Other students were not necessarily constrained by geography but simply preferred their current location. They “loved” their city (a term that several students used), or believed it provided the necessary amenities and was “well equipped.” Several other students had actually already moved to the area from elsewhere to attend community college, having already indicated their geographic preference. For that reason, they did not want to move again and hoped to gain acceptance to a nearby university. Other students prioritized universities with a distance-learning option in their field. One student described how she narrowed her choice set: “I guess when I really delve into details, my determining factors would be how many classes I could do, you know, distance learning, because that really helps me.”


For a subset of participants, college could be an opportunity to branch out—either a push factor, a desire to leave where they were from, or a pull factor, to explore other places. A more distant institution meant that they could “get out of this city”: “I love my family, but I love them a little bit more when I have some time to get away from them.”


Focused on a Feature


The availability of specific courses, curriculum, or majors drove choice-set construction for some students. The key feature that they sought often related to their program of interest—especially in the arts.


Two students sought universities with particular music programs, one sought a film program, and two were searching for institutions with a premed option or medical school affiliation. One student, who was considering only institutions that had a film program, said,


My career is the center of my world. I’m really passionate about the film industry. I want to be a director. . . UT Austin has a brilliant film program . . . I don’t want to be thrust into a basic filming class. I want a decent education on this stuff.

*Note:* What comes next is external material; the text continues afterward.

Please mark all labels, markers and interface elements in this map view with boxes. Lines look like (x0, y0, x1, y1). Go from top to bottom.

Another student described how the presence of  “an ethnomusicology program with a focus on Latin and Mexican music” moved one school to the top of her list.

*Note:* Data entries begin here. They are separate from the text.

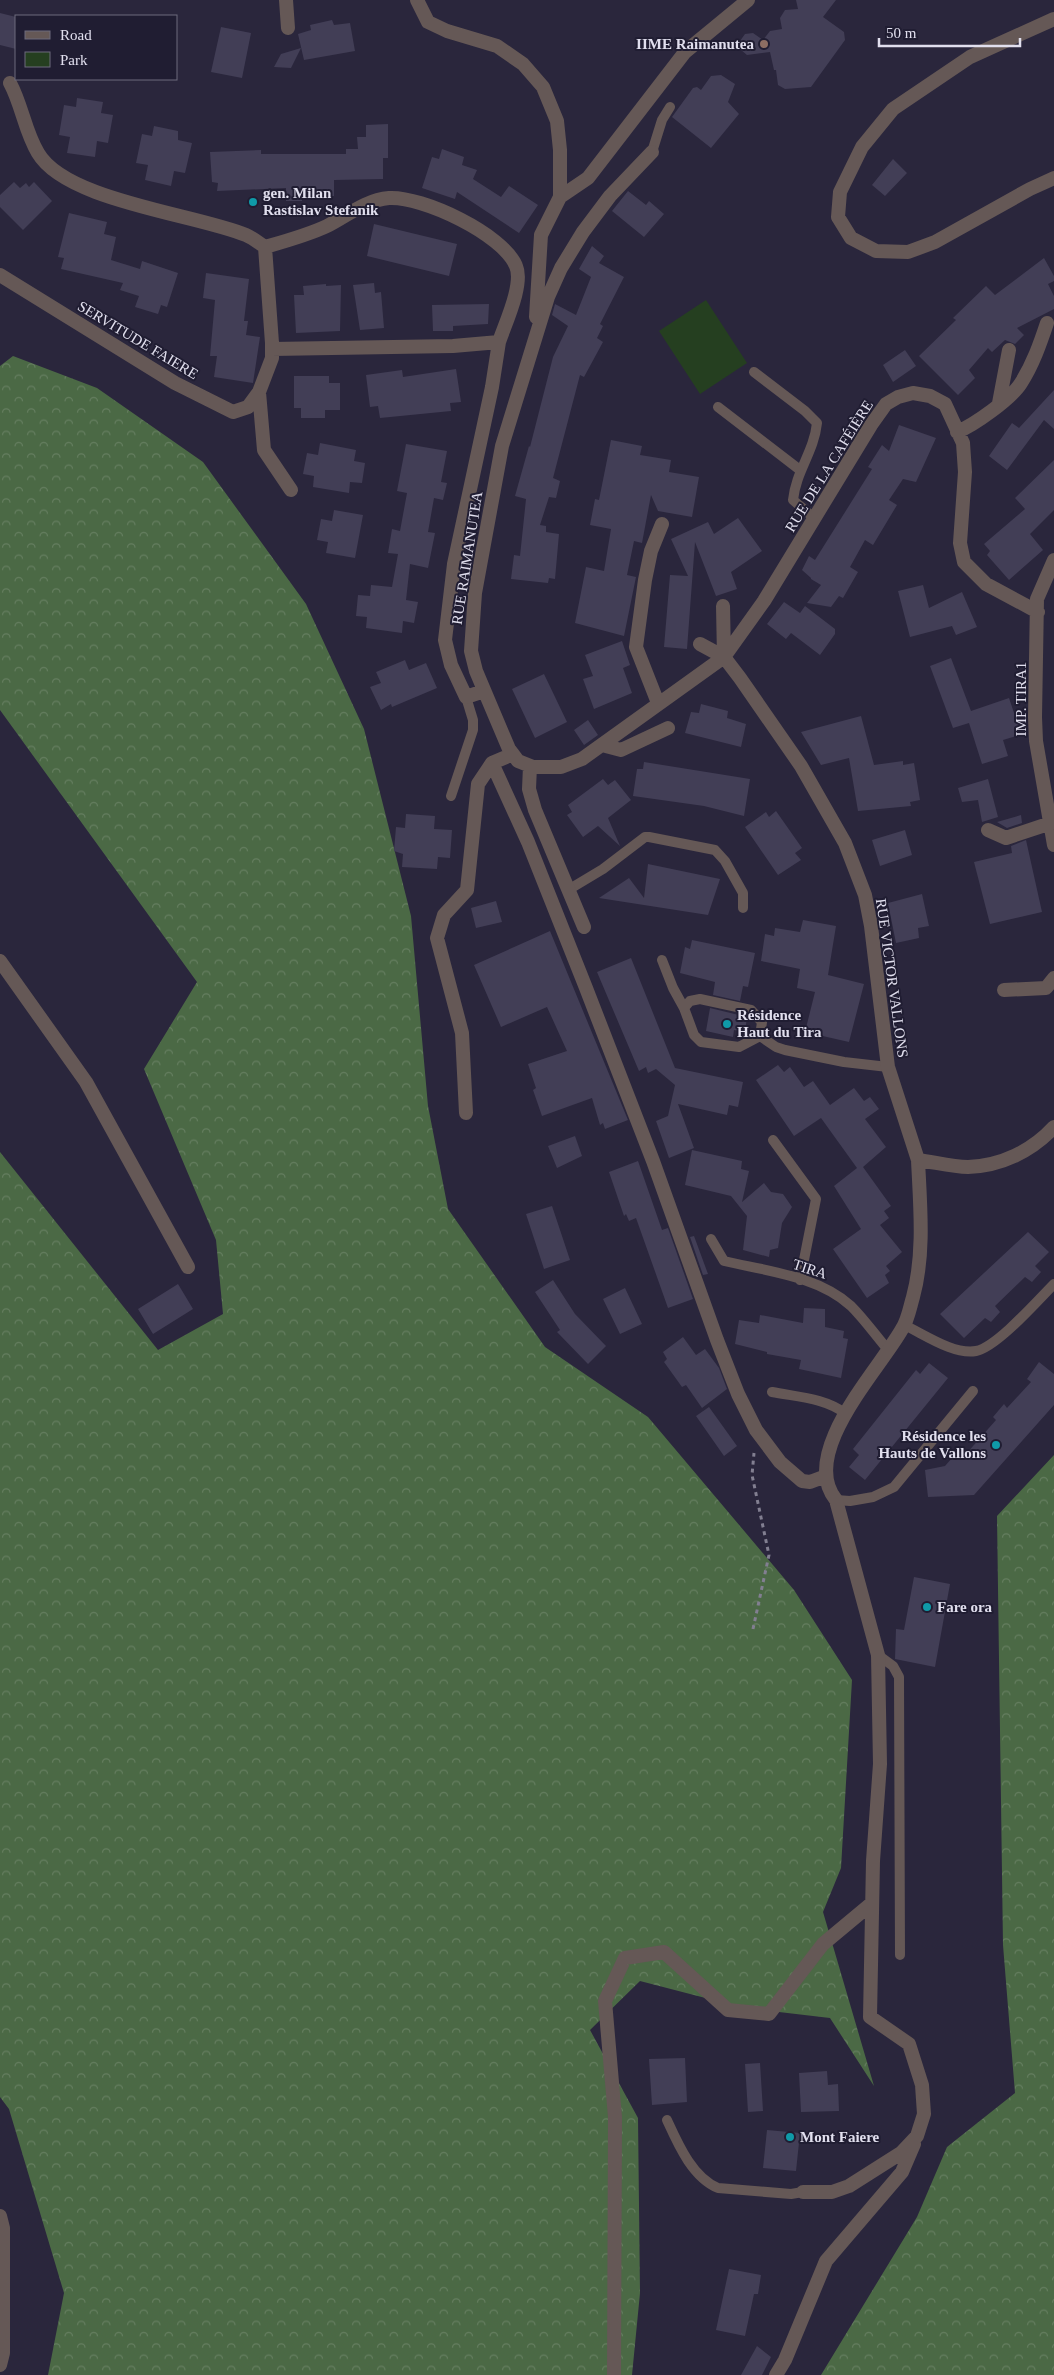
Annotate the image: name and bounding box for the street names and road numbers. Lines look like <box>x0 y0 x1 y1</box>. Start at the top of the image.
street label: SERVITUDE FAIERE <box>75 298 201 382</box>
street label: RUE DE LA CAFÉIÈRE <box>782 397 876 535</box>
street label: RUE RAIMANUTEA <box>449 490 485 626</box>
street label: IMP. TIRA1 <box>1013 662 1029 736</box>
street label: RUE VICTOR VALLONS <box>873 897 911 1059</box>
street label: TIRA <box>791 1256 829 1282</box>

Students also considered graduation rates and universities’ records of placing graduates in jobs in their field. For example, one student said that a key factor was “having a good history of kids graduating and getting good jobs.” Two other students cited graduation rates as important in the interviews. However, one student did not believe that where his degree came from was important. As he said,


It’s not a big deal in the private sector where you got your education from. It is more like, you have that box checked. You have your education and you have the connections that you can get in. That’s what it is all about really.


This student noted that network connections established in college were more important than the reputation of the school. This role of networks was echoed in other students’ decision-making processes as well; as one student put it,


If I am trying to get into an amazing job or an amazing career, then they have the connections. . . . Maybe I will meet somebody who will come up with a good idea and we will start our business together.


People who were currently working also talked to their current bosses or colleagues and were referred to programs that were viewed as “good” in their fields.


Several students described the importance of getting “real-world experience” during their college experience. As one student said,


I prefer [Wayland] Baptist [University] only because they say they integrate into the job system and they help them with their job. That is perfect. It is more than education, you have got to have real life experience. You can memorize the book, but . . .


Similarly, other students described wanting opportunities for part-time internships in their fields of interest, or schools that had strong career support.


Generally, students we interviewed perceived public schools to be larger, with larger classes, and more affordable. Although most students described wanting smaller classes, many also desired the benefits of a large public university, because, as one student said, “In a big school I feel like you have more opportunities for the future and meet more people from everywhere.” Other students shied away from private religious institutions because of curricular requirements or because of the environment. One student said of a religious school, “I was raised Catholic . . . I still believe, but I don’t follow any of the rules.” He felt that the university was therefore “not his style.” On the other hand, some students viewed the religious aspects of these universities as a draw. For example, one student believed that faith-based institutions would be more likely to have his interests at heart: “Somebody with a faith-based perception . . . they are going to give you more helpful advice.”


DISCUSSION


This study contributes to the empirical literature on higher education decision making, community colleges, and college completion by unpacking transfer students’ choice sets, examining the types of schools they consider, and discerning the factors most important to them. By focusing on community colleges, which serve large proportions of low-income, Black, and Latinx students, our work also yields insights that can be used to improve access and equity in higher education.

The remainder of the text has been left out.